● PROBLEM REQUIREMENTS
Scan the material that follows. Copy every line containing the word "МІЦКЕВИЧА".

● SUPPLIED MATERIAL
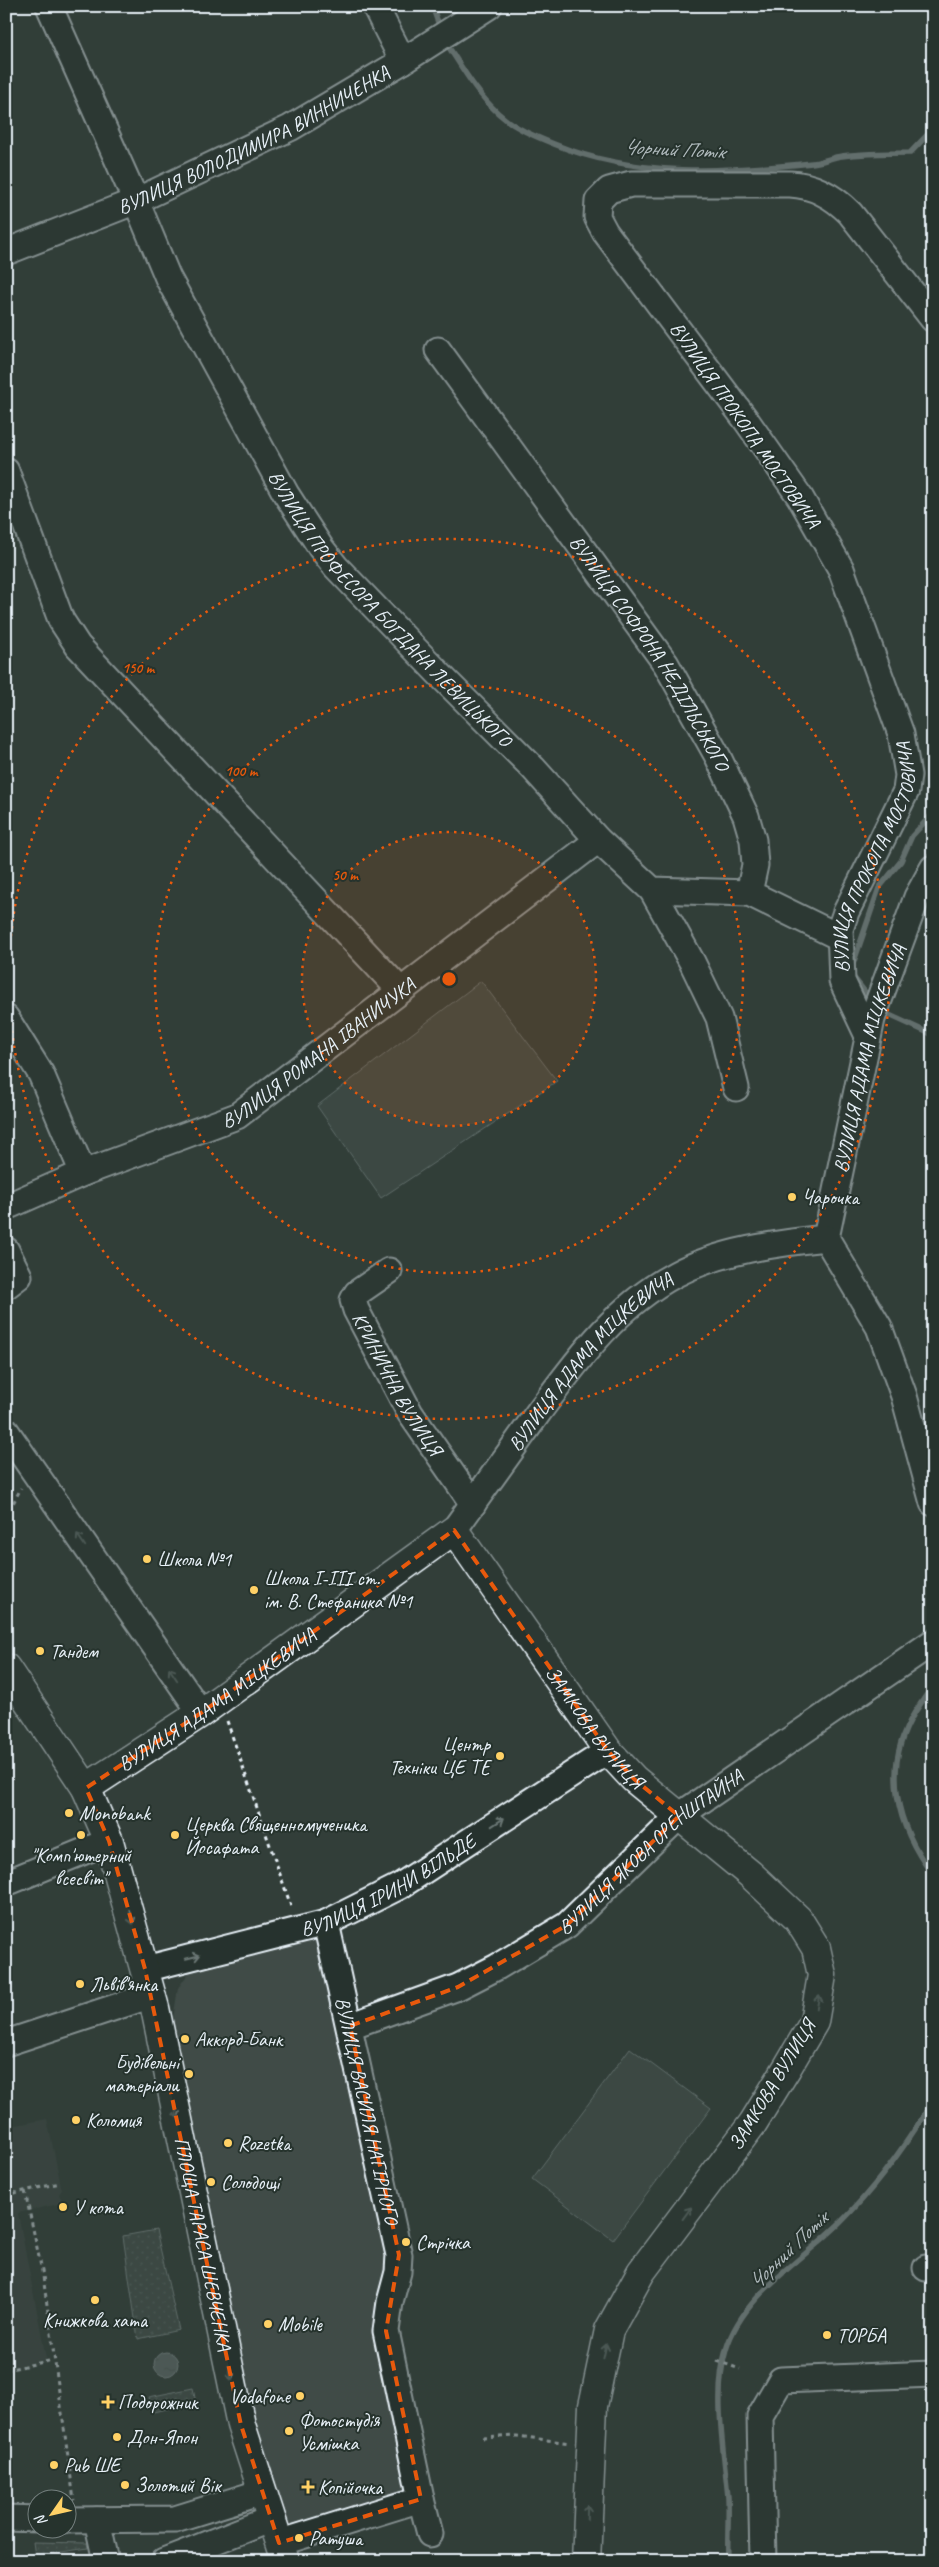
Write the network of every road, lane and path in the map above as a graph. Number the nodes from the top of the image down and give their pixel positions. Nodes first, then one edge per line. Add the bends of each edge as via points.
1 (49, 6) edge
2 (375, 6) edge
3 (489, 6) edge
4 (403, 61) junction
5 (136, 201) junction
6 (6, 252) edge
7 (933, 318) edge
8 (438, 350) dead end
9 (6, 471) edge
10 (598, 840) junction
11 (933, 868) edge
12 (652, 890) junction
13 (749, 893) junction
14 (839, 937) junction
15 (400, 990) junction
16 (6, 1018) edge
17 (868, 1036) junction
18 (736, 1088) dead end
19 (83, 1173) junction
20 (6, 1207) edge
21 (826, 1238) junction
22 (6, 1250) edge
23 (389, 1271) dead end
24 (6, 1286) edge
25 (6, 1431) edge
26 (933, 1503) edge
27 (473, 1504) junction
28 (454, 1530) junction
29 (933, 1642) edge
30 (6, 1668) edge
31 (210, 1706) junction
32 (608, 1751) junction
33 (86, 1788) junction
34 (679, 1816) junction
35 (109, 1841) junction
36 (6, 1883) edge
37 (289, 1902) dead end
38 (326, 1923) junction
39 (146, 1969) junction
40 (152, 1995) junction
41 (350, 2026) junction
42 (6, 2043) edge
43 (60, 2184) dead end
44 (25, 2191) junction
45 (6, 2195) edge
46 (53, 2360) junction
47 (717, 2361) dead end
48 (740, 2369) dead end
49 (6, 2370) edge
50 (933, 2374) edge
51 (483, 2438) dead end
52 (572, 2443) dead end
53 (262, 2492) junction
54 (421, 2499) junction
55 (6, 2518) edge
56 (28, 2519) edge
57 (80, 2520) edge
58 (430, 2534) dead end
59 (278, 2541) edge
60 (106, 2561) edge
61 (164, 2561) edge
62 (586, 2561) edge
63 (763, 2561) edge

1 - 5 street, ВУЛИЦЯ ПРОФЕСОРА БОГДАНА ЛЕВИЦЬКОГО
2 - 4 street
3 - 4 street, ВУЛИЦЯ ВОЛОДИМИРА ВИННИЧЕНКА
4 - 5 street, ВУЛИЦЯ ВОЛОДИМИРА ВИННИЧЕНКА via 290,128
5 - 6 street, ВУЛИЦЯ ВОЛОДИМИРА ВИННИЧЕНКА
5 - 10 street, ВУЛИЦЯ ПРОФЕСОРА БОГДАНА ЛЕВИЦЬКОГО via 176,293 286,494 328,558 533,768
7 - 14 street, ВУЛИЦЯ ПРОКОПА МОСТОВИЧА via 850,213 838,201 812,187 790,184 631,184 609,190 598,201 597,217 605,232 746,420 812,517 848,585 901,734 908,774 906,791 846,912
8 - 13 street, ВУЛИЦЯ СОФРОНА НЕДІЛЬСЬКОГО via 676,681 740,801 750,828 755,865
9 - 15 street via 56,607 78,646
10 - 12 street, ВУЛИЦЯ ПРОФЕСОРА БОГДАНА ЛЕВИЦЬКОГО
10 - 15 street, ВУЛИЦЯ РОМАНА ІВАНИЧУКА
11 - 17 street, ВУЛИЦЯ АДАМА МІЦКЕВИЧА via 917,898
12 - 13 street
12 - 18 street, ВУЛИЦЯ ПРОФЕСОРА БОГДАНА ЛЕВИЦЬКОГО via 692,962 718,1018
13 - 14 street
14 - 17 street, ВУЛИЦЯ ПРОКОПА МОСТОВИЧА via 842,981
15 - 19 street, ВУЛИЦЯ РОМАНА ІВАНИЧУКА via 237,1116
16 - 19 street via 40,1074
17 - 21 street, ВУЛИЦЯ АДАМА МІЦКЕВИЧА
19 - 20 street, ВУЛИЦЯ РОМАНА ІВАНИЧУКА
21 - 26 street via 879,1327 904,1396
21 - 27 street, ВУЛИЦЯ АДАМА МІЦКЕВИЧА via 783,1242 705,1262 677,1273 626,1307 577,1360
22 - 24 street via 18,1276
23 - 27 street, КРИНИЧНА ВУЛИЦЯ via 357,1293 353,1300 356,1310 410,1413
31 -> 25 street
27 - 28 street, ВУЛИЦЯ АДАМА МІЦКЕВИЧА
28 - 31 main road, ВУЛИЦЯ АДАМА МІЦКЕВИЧА
28 - 32 main road, ЗАМКОВА ВУЛИЦЯ
29 - 34 street, ВУЛИЦЯ ЯКОВА ОРЕНШТАЙНА
30 - 33 main road, ПЛОЩА ТАРАСА ШЕВЧЕНКА
31 - 33 main road, ВУЛИЦЯ АДАМА МІЦКЕВИЧА
31 - 37 path
32 - 34 main road, ЗАМКОВА ВУЛИЦЯ via 634,1779
38 -> 32 street, ВУЛИЦЯ ІРИНИ ВІЛЬДЕ via 400,1886
33 - 35 main road, ПЛОЩА ТАРАСА ШЕВЧЕНКА
34 - 41 street, ВУЛИЦЯ ЯКОВА ОРЕНШТАЙНА via 567,1925 458,1987
62 -> 34 main road, ЗАМКОВА ВУЛИЦЯ via 593,2406 609,2330 641,2272 753,2123 787,2068 814,2022 822,1975 816,1948 798,1919 750,1874
35 - 36 street
35 -> 39 main road, ПЛОЩА ТАРАСА ШЕВЧЕНКА
39 -> 38 street, ВУЛИЦЯ ІРИНИ ВІЛЬДЕ
38 - 41 street, ВУЛИЦЯ ВАСИЛЯ НАГІРНОГО
39 - 40 main road, ПЛОЩА ТАРАСА ШЕВЧЕНКА
40 - 42 street
40 -> 53 main road, ПЛОЩА ТАРАСА ШЕВЧЕНКА via 241,2426
41 - 54 street, ВУЛИЦЯ ВАСИЛЯ НАГІРНОГО via 399,2256 386,2330
43 - 44 path
44 - 45 path
44 - 46 path via 43,2276
46 - 49 path
46 - 57 path
47 - 48 path
50 - 63 street via 781,2380 760,2416
51 - 52 path via 518,2436
53 - 57 street via 175,2519
53 - 59 main road, ПЛОЩА ТАРАСА ШЕВЧЕНКА
54 - 58 street, ВУЛИЦЯ ВАСИЛЯ НАГІРНОГО
54 - 59 street
55 - 56 street
57 - 60 street
59 - 61 street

● RESPONSE
11 - 17 street, ВУЛИЦЯ АДАМА МІЦКЕВИЧА via 917,898
17 - 21 street, ВУЛИЦЯ АДАМА МІЦКЕВИЧА
21 - 27 street, ВУЛИЦЯ АДАМА МІЦКЕВИЧА via 783,1242 705,1262 677,1273 626,1307 577,1360
27 - 28 street, ВУЛИЦЯ АДАМА МІЦКЕВИЧА
28 - 31 main road, ВУЛИЦЯ АДАМА МІЦКЕВИЧА
31 - 33 main road, ВУЛИЦЯ АДАМА МІЦКЕВИЧА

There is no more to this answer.